Yeah Marlin is pretty great really. I was missing coordinate systems and looking at this list http://marlinfw.org/meta/gcode/ there is no mention of G54-G59. This document also seems a little short on examples and expalnations fo some of the G-code. But if I can use coordinate systems that’s great.

Also Marlin doesn’t have the commands that are used in GRBL G10 and the commands are demonstrated in this video https://www.youtube.com/watch?v=fGtbkVJBXyE He uses G10 L20 P0 X0 Y0 Z0 to set the currently selected coordinate system to absolute values. But in Marlin, G10 is Retract… Anyway, if we can use G92 as a workaround, then i’m sure that will be fine!

Thanks for your help Guffy and Jeff

i forgot to say that it seems marlin also support g53. so
G53 G1 X10 Y10 Z10
will move to 10\10\10 in machine coordinates and ignore offsets of current coordinate systems

The new firmware has that enabled for a couple revisions.

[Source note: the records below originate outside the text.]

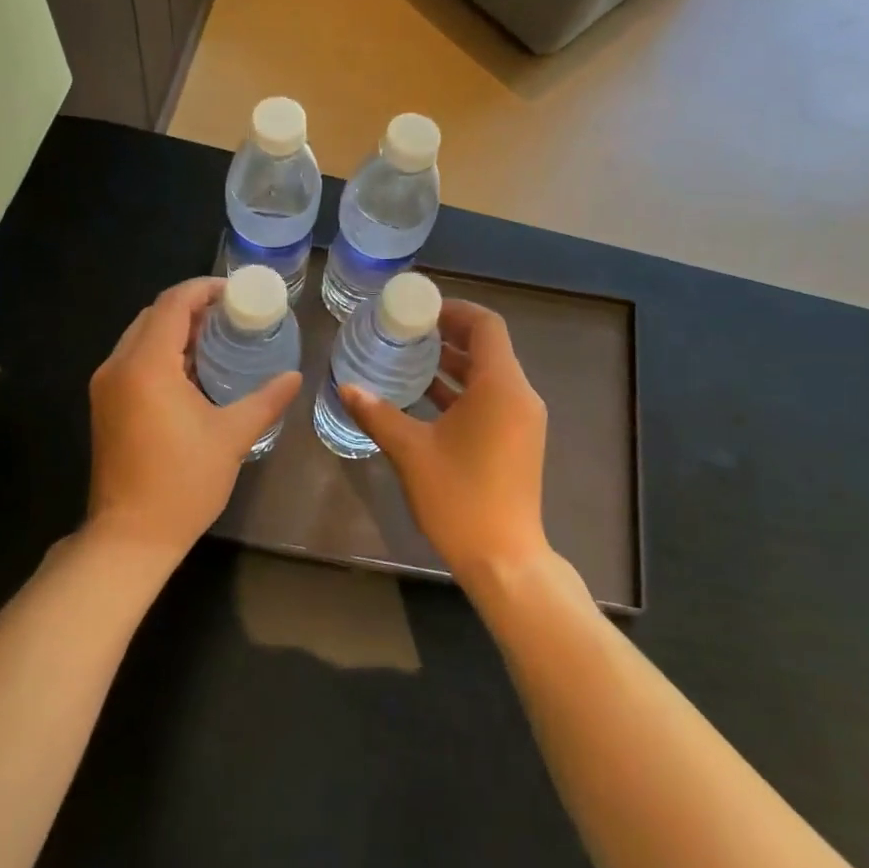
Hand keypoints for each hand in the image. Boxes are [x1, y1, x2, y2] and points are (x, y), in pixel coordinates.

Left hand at [87, 277, 301, 560]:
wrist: (130, 535)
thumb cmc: (183, 483)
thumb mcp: (232, 437)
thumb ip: (265, 400)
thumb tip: (294, 376)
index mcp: (146, 366)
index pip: (172, 304)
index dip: (204, 289)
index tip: (236, 292)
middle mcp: (118, 366)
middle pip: (153, 316)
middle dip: (191, 307)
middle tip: (232, 315)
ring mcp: (106, 386)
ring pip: (140, 337)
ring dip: (174, 330)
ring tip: (216, 338)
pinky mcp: (104, 405)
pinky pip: (133, 360)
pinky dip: (160, 353)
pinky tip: (191, 370)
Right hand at [339, 300, 548, 579]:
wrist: (503, 558)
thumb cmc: (459, 498)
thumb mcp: (411, 451)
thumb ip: (377, 413)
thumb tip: (346, 386)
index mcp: (500, 387)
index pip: (485, 325)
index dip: (453, 310)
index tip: (418, 310)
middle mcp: (519, 396)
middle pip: (488, 347)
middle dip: (448, 335)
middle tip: (405, 331)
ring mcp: (522, 420)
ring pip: (488, 375)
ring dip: (452, 364)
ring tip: (409, 358)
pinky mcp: (518, 441)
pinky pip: (491, 399)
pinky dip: (461, 391)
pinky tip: (425, 398)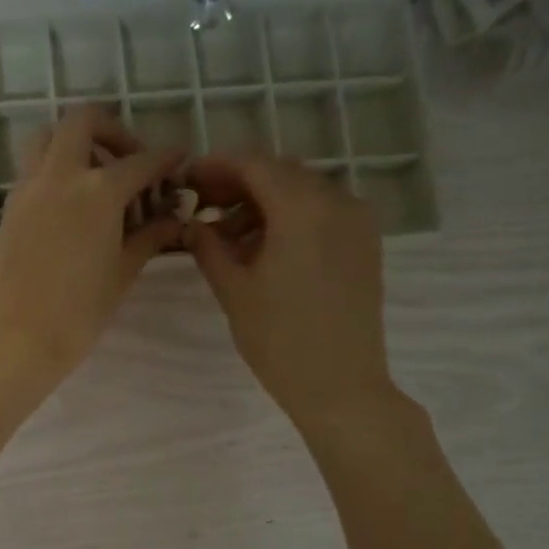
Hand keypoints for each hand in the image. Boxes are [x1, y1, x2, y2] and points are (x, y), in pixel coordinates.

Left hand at [0, 105, 183, 384]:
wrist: (17, 337)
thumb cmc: (79, 312)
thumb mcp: (123, 272)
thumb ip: (149, 236)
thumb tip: (173, 217)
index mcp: (98, 191)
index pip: (141, 162)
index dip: (166, 158)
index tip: (180, 159)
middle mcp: (60, 176)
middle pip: (82, 122)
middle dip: (112, 130)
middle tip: (129, 161)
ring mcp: (28, 188)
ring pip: (47, 138)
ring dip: (74, 143)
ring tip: (96, 177)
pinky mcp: (10, 207)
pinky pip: (32, 169)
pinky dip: (53, 169)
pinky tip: (71, 204)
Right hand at [186, 155, 398, 432]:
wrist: (340, 384)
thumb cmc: (279, 338)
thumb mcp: (233, 289)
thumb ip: (208, 246)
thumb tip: (191, 224)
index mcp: (302, 208)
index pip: (253, 164)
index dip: (215, 166)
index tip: (186, 180)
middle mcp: (336, 201)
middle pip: (279, 172)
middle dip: (237, 182)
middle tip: (201, 206)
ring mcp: (356, 221)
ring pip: (301, 191)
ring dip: (261, 201)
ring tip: (226, 234)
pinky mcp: (363, 243)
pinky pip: (320, 212)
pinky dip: (287, 217)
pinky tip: (261, 246)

There are a few was to accomplish the same thing, if you can find something that does not refer to GRBL you would be much better off. Marlin’s interpretation of Gcode is really trying hard to follow all the industry standards, and keeps getting closer with each update, but does not try to match anything with GRBL commands.

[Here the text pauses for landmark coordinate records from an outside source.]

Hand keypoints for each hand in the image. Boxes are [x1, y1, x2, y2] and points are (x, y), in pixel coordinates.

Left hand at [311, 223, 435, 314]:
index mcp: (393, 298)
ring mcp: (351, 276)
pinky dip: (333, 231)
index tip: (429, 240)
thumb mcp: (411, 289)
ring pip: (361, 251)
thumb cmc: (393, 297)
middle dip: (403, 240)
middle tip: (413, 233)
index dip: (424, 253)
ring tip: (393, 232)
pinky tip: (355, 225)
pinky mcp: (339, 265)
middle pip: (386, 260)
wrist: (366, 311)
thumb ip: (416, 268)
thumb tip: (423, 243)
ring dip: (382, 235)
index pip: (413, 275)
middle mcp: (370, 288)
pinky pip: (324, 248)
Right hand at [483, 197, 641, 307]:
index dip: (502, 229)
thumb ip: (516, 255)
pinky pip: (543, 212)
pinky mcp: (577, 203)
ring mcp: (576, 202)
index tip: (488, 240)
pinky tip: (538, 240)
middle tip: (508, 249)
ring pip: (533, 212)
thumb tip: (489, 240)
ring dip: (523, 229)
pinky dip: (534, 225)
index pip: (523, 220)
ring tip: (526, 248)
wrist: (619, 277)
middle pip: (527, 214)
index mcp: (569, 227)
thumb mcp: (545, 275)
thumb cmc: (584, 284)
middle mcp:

Guys, I uncommented the line, but I get “G55 unknown command” in the serial monitor when I run test G Code containing G55. So does it actually work?

[attachment file=“79951”]
[attachment file=“79950”]

 

Here’s the testing code I ran:

 

;Testing to see that machine limits are still respected even when using a different coordinate system

;Basic Procedure:
; 1) home x and y to set machine coordinates
; 2) move x by 1mm
; 3) change coordinate systems to G55
; 4) set the new home for G55
; 5) attempt to move X to the machine limit - this test should fail because we are already 1mm from the lower limit, thus we can no longer go to upper limit.

;set machine units to mm
G21

;switch to absolute positioning
G90

; Switch to Coordinate System 1
G54

;home x and y to set machine coordinates
G28 X Y

;move x by 1mm
G0 X1 F10 ;going super slow for fun

;change coordinate systems to G55
G55 ;Select coord system 2

;set the new XY home for G55
G92 X0 Y0

;attempt to move X to the machine limit - this test should fail because we are already 1mm from the lower limit, thus we can no longer go to upper limit. If it does actually move there, it shouldn’t break the machine only moving 1mm extra…

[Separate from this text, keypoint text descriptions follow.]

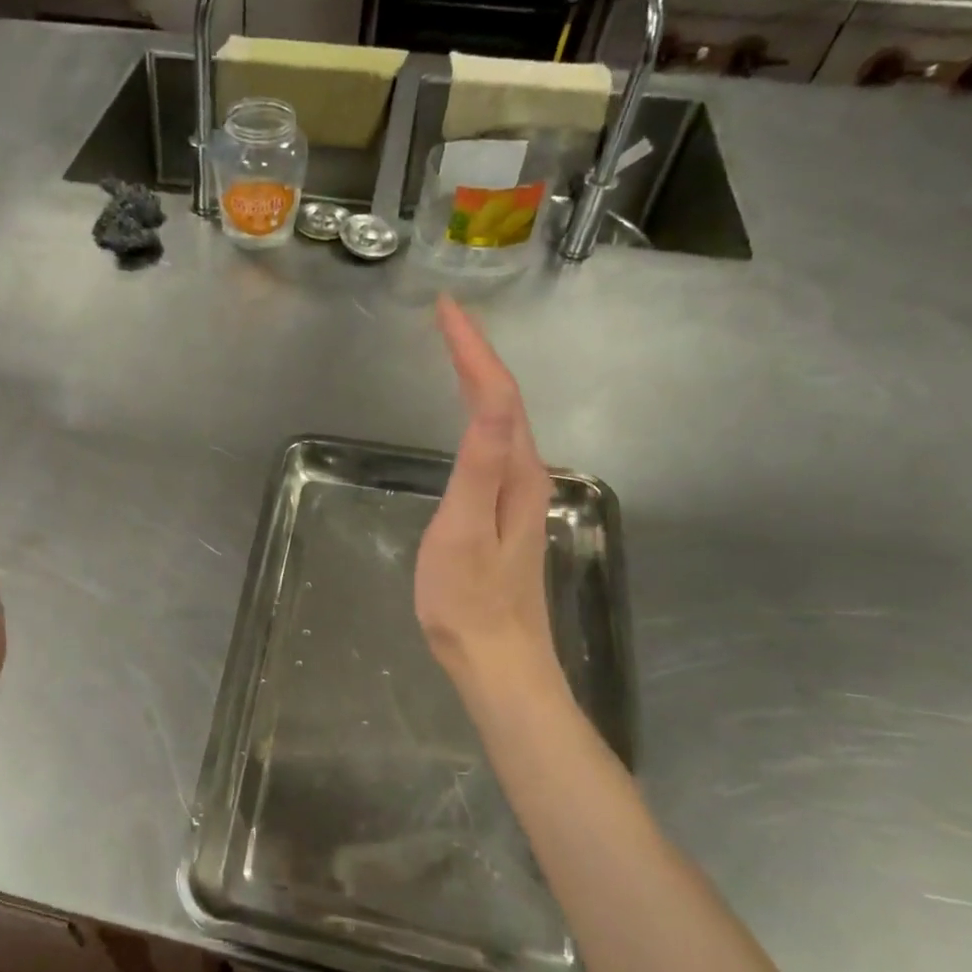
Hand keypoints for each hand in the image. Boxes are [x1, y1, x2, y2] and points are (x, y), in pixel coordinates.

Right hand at [415, 297, 563, 700]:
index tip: (445, 310)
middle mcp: (525, 476)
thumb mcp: (465, 531)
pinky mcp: (505, 511)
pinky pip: (494, 443)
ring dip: (479, 378)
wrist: (497, 661)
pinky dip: (478, 412)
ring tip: (454, 349)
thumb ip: (481, 465)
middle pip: (504, 401)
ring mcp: (518, 495)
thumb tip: (494, 400)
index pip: (496, 395)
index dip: (472, 350)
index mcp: (514, 474)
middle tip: (445, 319)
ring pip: (502, 420)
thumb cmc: (468, 601)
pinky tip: (467, 413)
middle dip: (476, 354)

;X limit is 890mm so we move 885 quickly then to 890mm super slowly
G0 X889 F500
G0 X890 F15

;Results
;After running this test
;Serial port reported that G55 is an unknown command!
;Limit was respected.

Guys, I uncommented the line, but I get “G55 unknown command” in the serial monitor when I run test G Code containing G55. So does it actually work?

[attachment file=79958]
[attachment file=79959]

I also tested sending G53, G54, G56, G56 X10 Y10 but none of these commands were recognised by Marlin 2.0.x bugfix

Here’s the testing code I ran:

;Testing to see that machine limits are still respected even when using a different coordinate system

;Basic Procedure:
; 1) home x and y to set machine coordinates
; 2) move x by 1mm
; 3) change coordinate systems to G55
; 4) set the new home for G55
; 5) attempt to move X to the machine limit - this test should fail because we are already 1mm from the lower limit, thus we can no longer go to upper limit.

;set machine units to mm
G21

;switch to absolute positioning
G90

; Switch to Coordinate System 1
G54

;home x and y to set machine coordinates
G28 X Y

;move x by 1mm
G0 X1 F10 ;going super slow for fun

;change coordinate systems to G55
G55 ;Select coord system 2

;set the new XY home for G55
G92 X0 Y0

;attempt to move X to the machine limit - this test should fail because we are already 1mm from the lower limit, thus we can no longer go to upper limit. If it does actually move there, it shouldn’t break the machine only moving 1mm extra…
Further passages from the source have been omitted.